*** Begin section ***
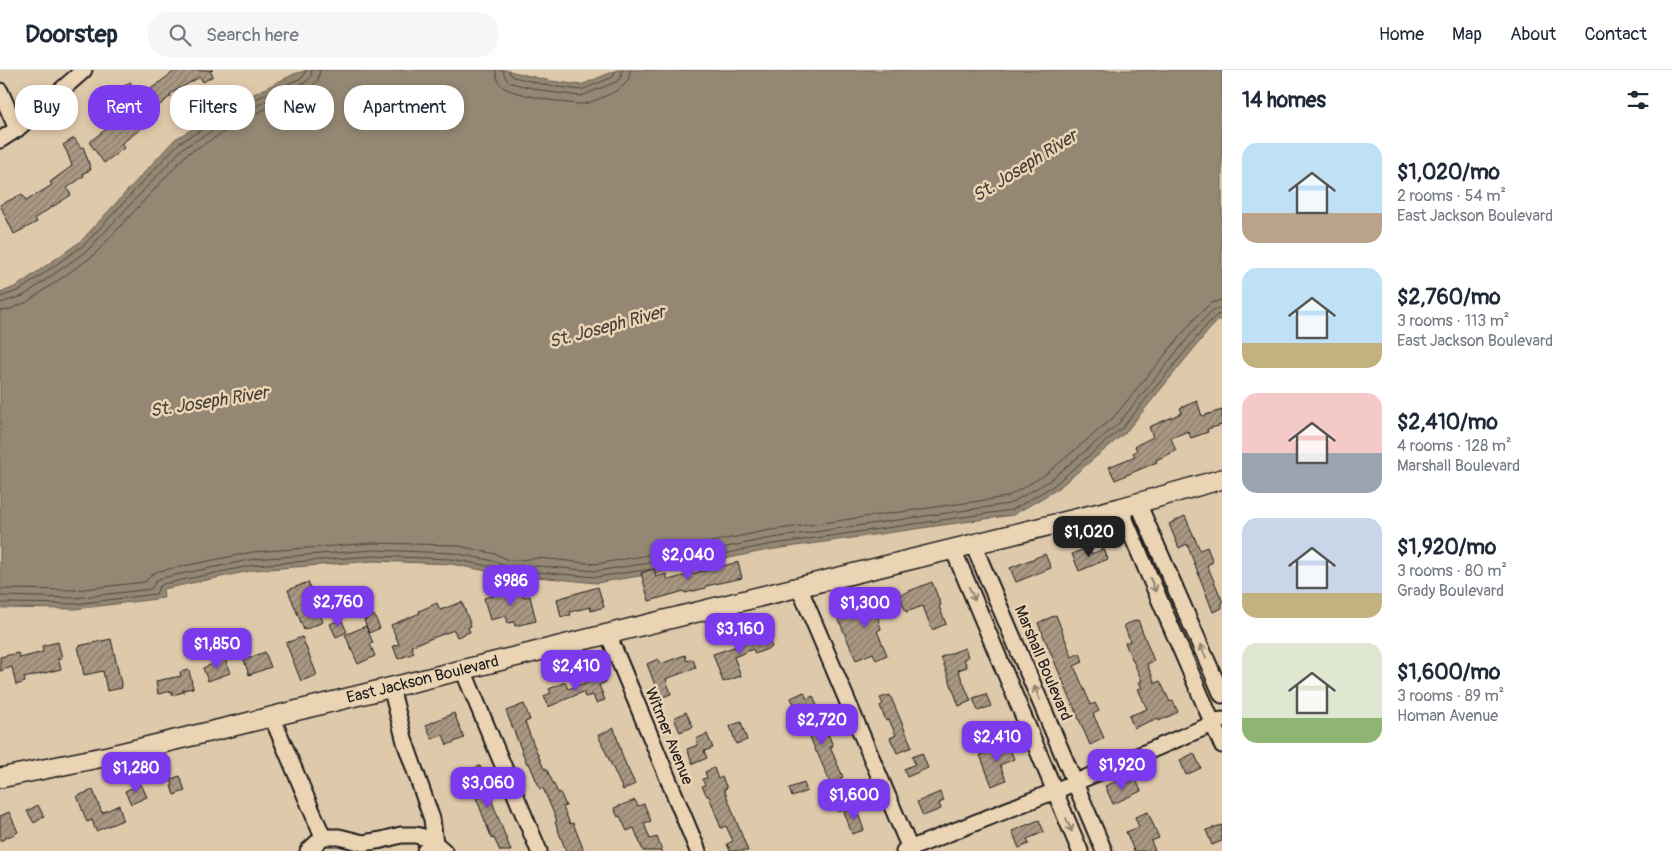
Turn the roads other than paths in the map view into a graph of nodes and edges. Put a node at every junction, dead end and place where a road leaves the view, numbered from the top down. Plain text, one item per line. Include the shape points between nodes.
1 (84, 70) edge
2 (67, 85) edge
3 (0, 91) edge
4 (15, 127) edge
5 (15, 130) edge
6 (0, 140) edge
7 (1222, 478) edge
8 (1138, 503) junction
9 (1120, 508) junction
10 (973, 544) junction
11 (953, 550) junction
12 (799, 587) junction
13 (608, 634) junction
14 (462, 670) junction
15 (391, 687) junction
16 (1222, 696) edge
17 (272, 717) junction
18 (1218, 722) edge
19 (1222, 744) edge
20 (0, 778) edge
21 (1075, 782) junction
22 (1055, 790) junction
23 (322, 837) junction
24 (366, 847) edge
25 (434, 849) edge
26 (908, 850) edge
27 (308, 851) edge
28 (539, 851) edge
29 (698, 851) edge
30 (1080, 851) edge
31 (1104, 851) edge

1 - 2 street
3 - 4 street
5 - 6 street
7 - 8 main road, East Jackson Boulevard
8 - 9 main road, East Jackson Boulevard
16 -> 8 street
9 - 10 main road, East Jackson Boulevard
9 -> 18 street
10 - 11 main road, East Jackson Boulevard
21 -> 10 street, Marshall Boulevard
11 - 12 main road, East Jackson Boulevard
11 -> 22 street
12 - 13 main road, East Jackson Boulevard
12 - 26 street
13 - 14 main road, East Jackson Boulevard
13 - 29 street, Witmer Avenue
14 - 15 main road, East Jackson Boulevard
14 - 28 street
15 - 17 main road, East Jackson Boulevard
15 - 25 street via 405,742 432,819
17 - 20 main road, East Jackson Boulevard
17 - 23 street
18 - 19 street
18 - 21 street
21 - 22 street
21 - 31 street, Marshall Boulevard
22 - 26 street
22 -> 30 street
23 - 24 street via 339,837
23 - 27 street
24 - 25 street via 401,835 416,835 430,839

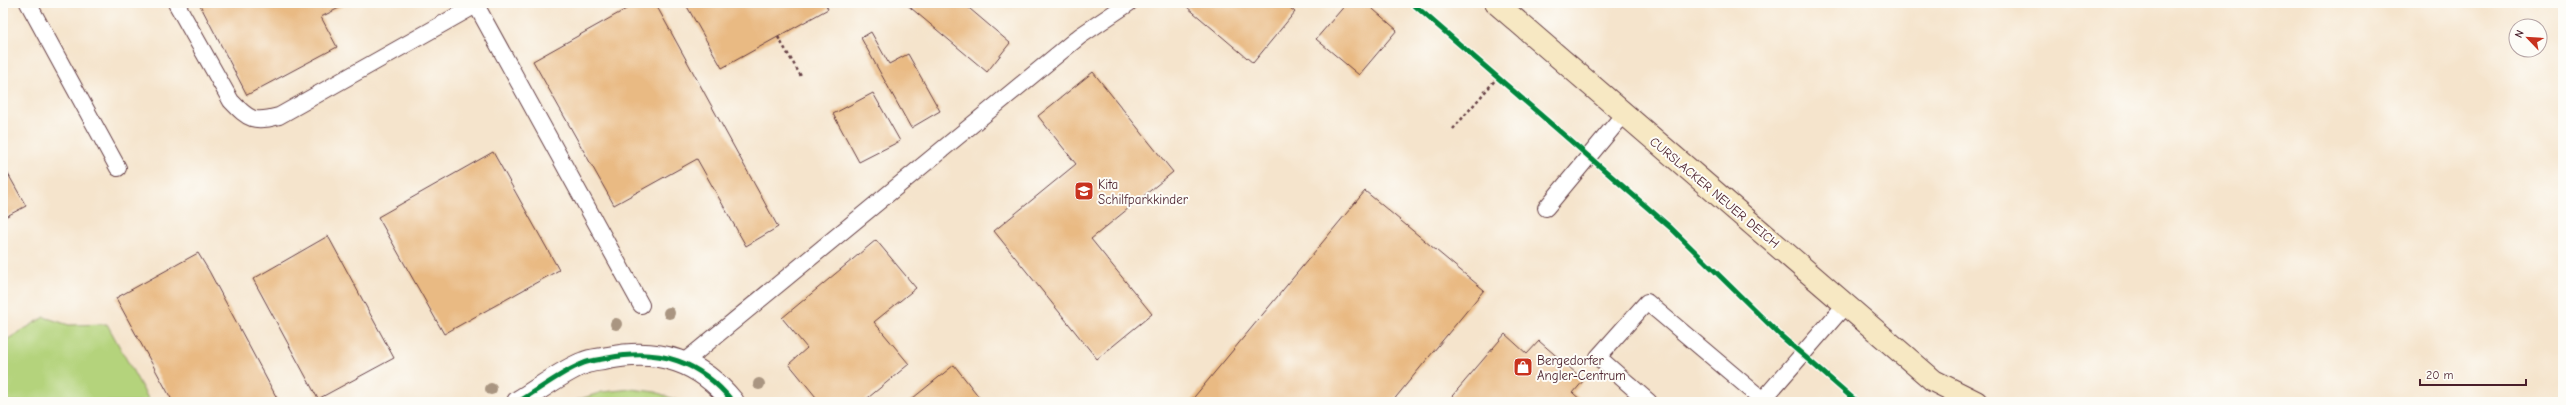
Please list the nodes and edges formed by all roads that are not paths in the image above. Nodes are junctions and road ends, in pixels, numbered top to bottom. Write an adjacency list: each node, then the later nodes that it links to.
*** End section ***
The task: Copy out every entry above exactly. Leave the pictures out.

Solution to the exercise:
Turn the roads other than paths in the map view into a graph of nodes and edges. Put a node at every junction, dead end and place where a road leaves the view, numbered from the top down. Plain text, one item per line. Include the shape points between nodes.
1 (84, 70) edge
2 (67, 85) edge
3 (0, 91) edge
4 (15, 127) edge
5 (15, 130) edge
6 (0, 140) edge
7 (1222, 478) edge
8 (1138, 503) junction
9 (1120, 508) junction
10 (973, 544) junction
11 (953, 550) junction
12 (799, 587) junction
13 (608, 634) junction
14 (462, 670) junction
15 (391, 687) junction
16 (1222, 696) edge
17 (272, 717) junction
18 (1218, 722) edge
19 (1222, 744) edge
20 (0, 778) edge
21 (1075, 782) junction
22 (1055, 790) junction
23 (322, 837) junction
24 (366, 847) edge
25 (434, 849) edge
26 (908, 850) edge
27 (308, 851) edge
28 (539, 851) edge
29 (698, 851) edge
30 (1080, 851) edge
31 (1104, 851) edge

1 - 2 street
3 - 4 street
5 - 6 street
7 - 8 main road, East Jackson Boulevard
8 - 9 main road, East Jackson Boulevard
16 -> 8 street
9 - 10 main road, East Jackson Boulevard
9 -> 18 street
10 - 11 main road, East Jackson Boulevard
21 -> 10 street, Marshall Boulevard
11 - 12 main road, East Jackson Boulevard
11 -> 22 street
12 - 13 main road, East Jackson Boulevard
12 - 26 street
13 - 14 main road, East Jackson Boulevard
13 - 29 street, Witmer Avenue
14 - 15 main road, East Jackson Boulevard
14 - 28 street
15 - 17 main road, East Jackson Boulevard
15 - 25 street via 405,742 432,819
17 - 20 main road, East Jackson Boulevard
17 - 23 street
18 - 19 street
18 - 21 street
21 - 22 street
21 - 31 street, Marshall Boulevard
22 - 26 street
22 -> 30 street
23 - 24 street via 339,837
23 - 27 street
24 - 25 street via 401,835 416,835 430,839

Please list the nodes and edges formed by all roads that are not paths in the image above. Nodes are junctions and road ends, in pixels, numbered top to bottom. Write an adjacency list: each node, then the later nodes that it links to.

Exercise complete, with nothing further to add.